What is required
What this exercise needs is every entry restated as written, with no pictures.

____

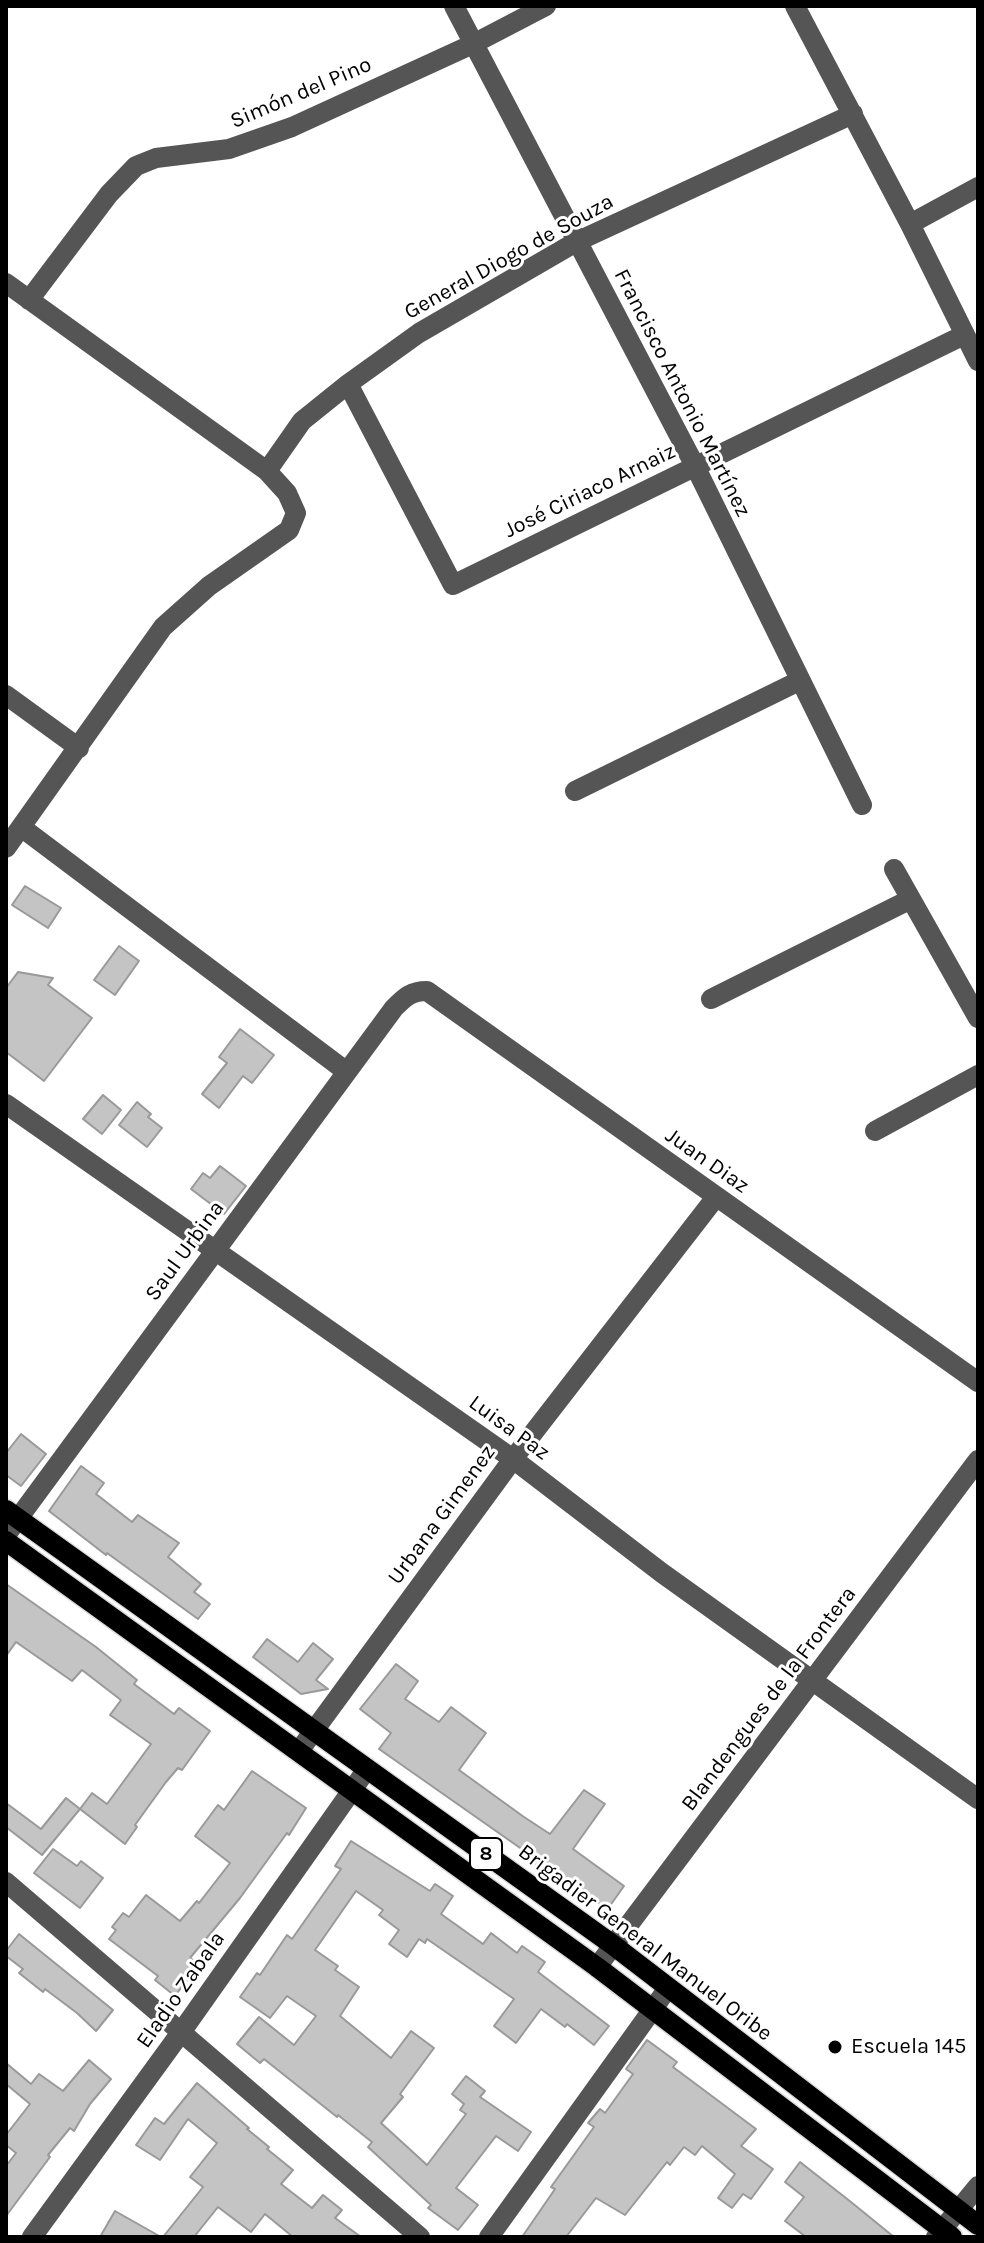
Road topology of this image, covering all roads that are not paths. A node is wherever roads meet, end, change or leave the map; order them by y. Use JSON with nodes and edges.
{"nodes":[{"id":1,"x":454,"y":6,"type":"edge"},
{"id":2,"x":546,"y":6,"type":"edge"},
{"id":3,"x":795,"y":6,"type":"edge"},
{"id":4,"x":473,"y":44,"type":"junction"},
{"id":5,"x":853,"y":114,"type":"junction"},
{"id":6,"x":978,"y":187,"type":"edge"},
{"id":7,"x":910,"y":224,"type":"junction"},
{"id":8,"x":576,"y":242,"type":"junction"},
{"id":9,"x":6,"y":283,"type":"edge"},
{"id":10,"x":29,"y":300,"type":"junction"},
{"id":11,"x":964,"y":335,"type":"junction"},
{"id":12,"x":978,"y":361,"type":"edge"},
{"id":13,"x":348,"y":384,"type":"junction"},
{"id":14,"x":695,"y":466,"type":"junction"},
{"id":15,"x":267,"y":471,"type":"junction"},
{"id":16,"x":799,"y":681,"type":"junction"},
{"id":17,"x":6,"y":695,"type":"edge"},
{"id":18,"x":79,"y":748,"type":"junction"},
{"id":19,"x":575,"y":791,"type":"dead end"},
{"id":20,"x":862,"y":805,"type":"dead end"},
{"id":21,"x":21,"y":827,"type":"junction"},
{"id":22,"x":6,"y":848,"type":"edge"},
{"id":23,"x":894,"y":869,"type":"dead end"},
{"id":24,"x":911,"y":899,"type":"junction"},
{"id":25,"x":405,"y":996,"type":"joint"},
{"id":26,"x":711,"y":999,"type":"dead end"},
{"id":27,"x":978,"y":1018,"type":"edge"},
{"id":28,"x":347,"y":1072,"type":"junction"},
{"id":29,"x":978,"y":1075,"type":"edge"},
{"id":30,"x":6,"y":1104,"type":"edge"},
{"id":31,"x":875,"y":1131,"type":"dead end"},
{"id":32,"x":716,"y":1197,"type":"junction"},
{"id":33,"x":216,"y":1249,"type":"junction"},
{"id":34,"x":978,"y":1382,"type":"edge"},
{"id":35,"x":513,"y":1459,"type":"junction"},
{"id":36,"x":978,"y":1460,"type":"edge"},
{"id":37,"x":9,"y":1526,"type":"edge"},
{"id":38,"x":813,"y":1681,"type":"junction"},
{"id":39,"x":314,"y":1729,"type":"junction"},
{"id":40,"x":299,"y":1751,"type":"junction"},
{"id":41,"x":367,"y":1769,"type":"junction"},
{"id":42,"x":352,"y":1789,"type":"junction"},
{"id":43,"x":978,"y":1799,"type":"edge"},
{"id":44,"x":6,"y":1882,"type":"edge"},
{"id":45,"x":613,"y":1945,"type":"junction"},
{"id":46,"x":597,"y":1967,"type":"junction"},
{"id":47,"x":668,"y":1988,"type":"junction"},
{"id":48,"x":653,"y":2009,"type":"junction"},
{"id":49,"x":182,"y":2031,"type":"junction"},
{"id":50,"x":978,"y":2186,"type":"edge"},
{"id":51,"x":960,"y":2209,"type":"junction"},
{"id":52,"x":978,"y":2225,"type":"edge"},
{"id":53,"x":944,"y":2234,"type":"edge"},
{"id":54,"x":32,"y":2237,"type":"edge"},
{"id":55,"x":420,"y":2237,"type":"edge"},
{"id":56,"x":489,"y":2237,"type":"edge"}],
"edges":[{"from":1,"to":4,"type":"street","name":"Francisco Antonio Martínez"},
{"from":2,"to":4,"type":"street","name":"Simón del Pino"},
{"from":3,"to":5,"type":"street"},
{"from":4,"to":8,"type":"street","name":"Francisco Antonio Martínez"},
{"from":4,"to":10,"type":"street","name":"Simón del Pino"},
{"from":5,"to":7,"type":"street"},
{"from":5,"to":8,"type":"street","name":"General Diogo de Souza"},
{"from":6,"to":7,"type":"street"},
{"from":7,"to":11,"type":"street"},
{"from":8,"to":13,"type":"street","name":"General Diogo de Souza"},
{"from":8,"to":14,"type":"street","name":"Francisco Antonio Martínez"},
{"from":9,"to":10,"type":"street"},
{"from":10,"to":15,"type":"street"},
{"from":11,"to":12,"type":"street"},
{"from":11,"to":14,"type":"street","name":"José Ciriaco Arnaiz"},
{"from":13,"to":14,"type":"street","name":"José Ciriaco Arnaiz"},
{"from":13,"to":15,"type":"street","name":"General Diogo de Souza"},
{"from":14,"to":16,"type":"street","name":"Francisco Antonio Martínez"},
{"from":15,"to":18,"type":"street"},
{"from":16,"to":19,"type":"street"},
{"from":16,"to":20,"type":"street","name":"Francisco Antonio Martínez"},
{"from":17,"to":18,"type":"street"},
{"from":18,"to":21,"type":"street"},
{"from":21,"to":22,"type":"street"},
{"from":21,"to":28,"type":"street"},
{"from":23,"to":24,"type":"street"},
{"from":24,"to":26,"type":"street"},
{"from":24,"to":27,"type":"street"},
{"from":25,"to":28,"type":"street","name":"Saul Urbina"},
{"from":25,"to":32,"type":"street","name":"Juan Diaz"},
{"from":28,"to":33,"type":"street","name":"Saul Urbina"},
{"from":29,"to":31,"type":"street"},
{"from":30,"to":33,"type":"street","name":"Luisa Paz"},
{"from":32,"to":34,"type":"street","name":"Juan Diaz"},
{"from":32,"to":35,"type":"street","name":"Urbana Gimenez"},
{"from":33,"to":35,"type":"street","name":"Luisa Paz"},
{"from":33,"to":37,"type":"street","name":"Saul Urbina"},
{"from":35,"to":38,"type":"street","name":"Luisa Paz"},
{"from":35,"to":39,"type":"street","name":"Urbana Gimenez"},
{"from":36,"to":38,"type":"street","name":"Blandengues de la Frontera"},
{"from":37,"to":39,"type":"main road","name":"Brigadier General Manuel Oribe","number":"8"},
{"from":37,"to":40,"type":"main road","number":"8"},
{"from":38,"to":43,"type":"street","name":"Luisa Paz"},
{"from":38,"to":45,"type":"street","name":"Blandengues de la Frontera"},
{"from":39,"to":40,"type":"street","name":"Urbana Gimenez"},
{"from":39,"to":41,"type":"main road","name":"Brigadier General Manuel Oribe","number":"8"},
{"from":40,"to":42,"type":"main road","number":"8"},
{"from":41,"to":42,"type":"street","name":"Eladio Zabala"},
{"from":41,"to":45,"type":"main road","name":"Brigadier General Manuel Oribe","number":"8"},
{"from":42,"to":46,"type":"main road","number":"8"},
{"from":42,"to":49,"type":"street","name":"Eladio Zabala"},
{"from":44,"to":49,"type":"street"},
{"from":45,"to":46,"type":"street","name":"Blandengues de la Frontera"},
{"from":45,"to":47,"type":"main road","name":"Brigadier General Manuel Oribe","number":"8"},
{"from":46,"to":48,"type":"main road","number":"8"},
{"from":47,"to":48,"type":"street"},
{"from":47,"to":51,"type":"main road","name":"Brigadier General Manuel Oribe","number":"8"},
{"from":48,"to":53,"type":"main road","number":"8"},
{"from":48,"to":56,"type":"street"},
{"from":49,"to":54,"type":"street","name":"Eladio Zabala"},
{"from":49,"to":55,"type":"street"},
{"from":50,"to":51,"type":"street"},
{"from":51,"to":52,"type":"main road","name":"Brigadier General Manuel Oribe","number":"8"},
{"from":51,"to":53,"type":"street"}]}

____

Solution
Road topology of this image, covering all roads that are not paths. A node is wherever roads meet, end, change or leave the map; order them by y. Use JSON with nodes and edges.
{"nodes":[{"id":1,"x":454,"y":6,"type":"edge"},
{"id":2,"x":546,"y":6,"type":"edge"},
{"id":3,"x":795,"y":6,"type":"edge"},
{"id":4,"x":473,"y":44,"type":"junction"},
{"id":5,"x":853,"y":114,"type":"junction"},
{"id":6,"x":978,"y":187,"type":"edge"},
{"id":7,"x":910,"y":224,"type":"junction"},
{"id":8,"x":576,"y":242,"type":"junction"},
{"id":9,"x":6,"y":283,"type":"edge"},
{"id":10,"x":29,"y":300,"type":"junction"},
{"id":11,"x":964,"y":335,"type":"junction"},
{"id":12,"x":978,"y":361,"type":"edge"},
{"id":13,"x":348,"y":384,"type":"junction"},
{"id":14,"x":695,"y":466,"type":"junction"},
{"id":15,"x":267,"y":471,"type":"junction"},
{"id":16,"x":799,"y":681,"type":"junction"},
{"id":17,"x":6,"y":695,"type":"edge"},
{"id":18,"x":79,"y":748,"type":"junction"},
{"id":19,"x":575,"y":791,"type":"dead end"},
{"id":20,"x":862,"y":805,"type":"dead end"},
{"id":21,"x":21,"y":827,"type":"junction"},
{"id":22,"x":6,"y":848,"type":"edge"},
{"id":23,"x":894,"y":869,"type":"dead end"},
{"id":24,"x":911,"y":899,"type":"junction"},
{"id":25,"x":405,"y":996,"type":"joint"},
{"id":26,"x":711,"y":999,"type":"dead end"},
{"id":27,"x":978,"y":1018,"type":"edge"},
{"id":28,"x":347,"y":1072,"type":"junction"},
{"id":29,"x":978,"y":1075,"type":"edge"},
{"id":30,"x":6,"y":1104,"type":"edge"},
{"id":31,"x":875,"y":1131,"type":"dead end"},
{"id":32,"x":716,"y":1197,"type":"junction"},
{"id":33,"x":216,"y":1249,"type":"junction"},
{"id":34,"x":978,"y":1382,"type":"edge"},
{"id":35,"x":513,"y":1459,"type":"junction"},
{"id":36,"x":978,"y":1460,"type":"edge"},
{"id":37,"x":9,"y":1526,"type":"edge"},
{"id":38,"x":813,"y":1681,"type":"junction"},
{"id":39,"x":314,"y":1729,"type":"junction"},
{"id":40,"x":299,"y":1751,"type":"junction"},
{"id":41,"x":367,"y":1769,"type":"junction"},
{"id":42,"x":352,"y":1789,"type":"junction"},
{"id":43,"x":978,"y":1799,"type":"edge"},
{"id":44,"x":6,"y":1882,"type":"edge"},
{"id":45,"x":613,"y":1945,"type":"junction"},
{"id":46,"x":597,"y":1967,"type":"junction"},
{"id":47,"x":668,"y":1988,"type":"junction"},
{"id":48,"x":653,"y":2009,"type":"junction"},
{"id":49,"x":182,"y":2031,"type":"junction"},
{"id":50,"x":978,"y":2186,"type":"edge"},
{"id":51,"x":960,"y":2209,"type":"junction"},
{"id":52,"x":978,"y":2225,"type":"edge"},
{"id":53,"x":944,"y":2234,"type":"edge"},
{"id":54,"x":32,"y":2237,"type":"edge"},
{"id":55,"x":420,"y":2237,"type":"edge"},
{"id":56,"x":489,"y":2237,"type":"edge"}],
"edges":[{"from":1,"to":4,"type":"street","name":"Francisco Antonio Martínez"},
{"from":2,"to":4,"type":"street","name":"Simón del Pino"},
{"from":3,"to":5,"type":"street"},
{"from":4,"to":8,"type":"street","name":"Francisco Antonio Martínez"},
{"from":4,"to":10,"type":"street","name":"Simón del Pino"},
{"from":5,"to":7,"type":"street"},
{"from":5,"to":8,"type":"street","name":"General Diogo de Souza"},
{"from":6,"to":7,"type":"street"},
{"from":7,"to":11,"type":"street"},
{"from":8,"to":13,"type":"street","name":"General Diogo de Souza"},
{"from":8,"to":14,"type":"street","name":"Francisco Antonio Martínez"},
{"from":9,"to":10,"type":"street"},
{"from":10,"to":15,"type":"street"},
{"from":11,"to":12,"type":"street"},
{"from":11,"to":14,"type":"street","name":"José Ciriaco Arnaiz"},
{"from":13,"to":14,"type":"street","name":"José Ciriaco Arnaiz"},
{"from":13,"to":15,"type":"street","name":"General Diogo de Souza"},
{"from":14,"to":16,"type":"street","name":"Francisco Antonio Martínez"},
{"from":15,"to":18,"type":"street"},
{"from":16,"to":19,"type":"street"},
{"from":16,"to":20,"type":"street","name":"Francisco Antonio Martínez"},
{"from":17,"to":18,"type":"street"},
{"from":18,"to":21,"type":"street"},
{"from":21,"to":22,"type":"street"},
{"from":21,"to":28,"type":"street"},
{"from":23,"to":24,"type":"street"},
{"from":24,"to":26,"type":"street"},
{"from":24,"to":27,"type":"street"},
{"from":25,"to":28,"type":"street","name":"Saul Urbina"},
{"from":25,"to":32,"type":"street","name":"Juan Diaz"},
{"from":28,"to":33,"type":"street","name":"Saul Urbina"},
{"from":29,"to":31,"type":"street"},
{"from":30,"to":33,"type":"street","name":"Luisa Paz"},
{"from":32,"to":34,"type":"street","name":"Juan Diaz"},
{"from":32,"to":35,"type":"street","name":"Urbana Gimenez"},
{"from":33,"to":35,"type":"street","name":"Luisa Paz"},
{"from":33,"to":37,"type":"street","name":"Saul Urbina"},
{"from":35,"to":38,"type":"street","name":"Luisa Paz"},
{"from":35,"to":39,"type":"street","name":"Urbana Gimenez"},
{"from":36,"to":38,"type":"street","name":"Blandengues de la Frontera"},
{"from":37,"to":39,"type":"main road","name":"Brigadier General Manuel Oribe","number":"8"},
{"from":37,"to":40,"type":"main road","number":"8"},
{"from":38,"to":43,"type":"street","name":"Luisa Paz"},
{"from":38,"to":45,"type":"street","name":"Blandengues de la Frontera"},
{"from":39,"to":40,"type":"street","name":"Urbana Gimenez"},
{"from":39,"to":41,"type":"main road","name":"Brigadier General Manuel Oribe","number":"8"},
{"from":40,"to":42,"type":"main road","number":"8"},
{"from":41,"to":42,"type":"street","name":"Eladio Zabala"},
{"from":41,"to":45,"type":"main road","name":"Brigadier General Manuel Oribe","number":"8"},
{"from":42,"to":46,"type":"main road","number":"8"},
{"from":42,"to":49,"type":"street","name":"Eladio Zabala"},
{"from":44,"to":49,"type":"street"},
{"from":45,"to":46,"type":"street","name":"Blandengues de la Frontera"},
{"from":45,"to":47,"type":"main road","name":"Brigadier General Manuel Oribe","number":"8"},
{"from":46,"to":48,"type":"main road","number":"8"},
{"from":47,"to":48,"type":"street"},
{"from":47,"to":51,"type":"main road","name":"Brigadier General Manuel Oribe","number":"8"},
{"from":48,"to":53,"type":"main road","number":"8"},
{"from":48,"to":56,"type":"street"},
{"from":49,"to":54,"type":"street","name":"Eladio Zabala"},
{"from":49,"to":55,"type":"street"},
{"from":50,"to":51,"type":"street"},
{"from":51,"to":52,"type":"main road","name":"Brigadier General Manuel Oribe","number":"8"},
{"from":51,"to":53,"type":"street"}]}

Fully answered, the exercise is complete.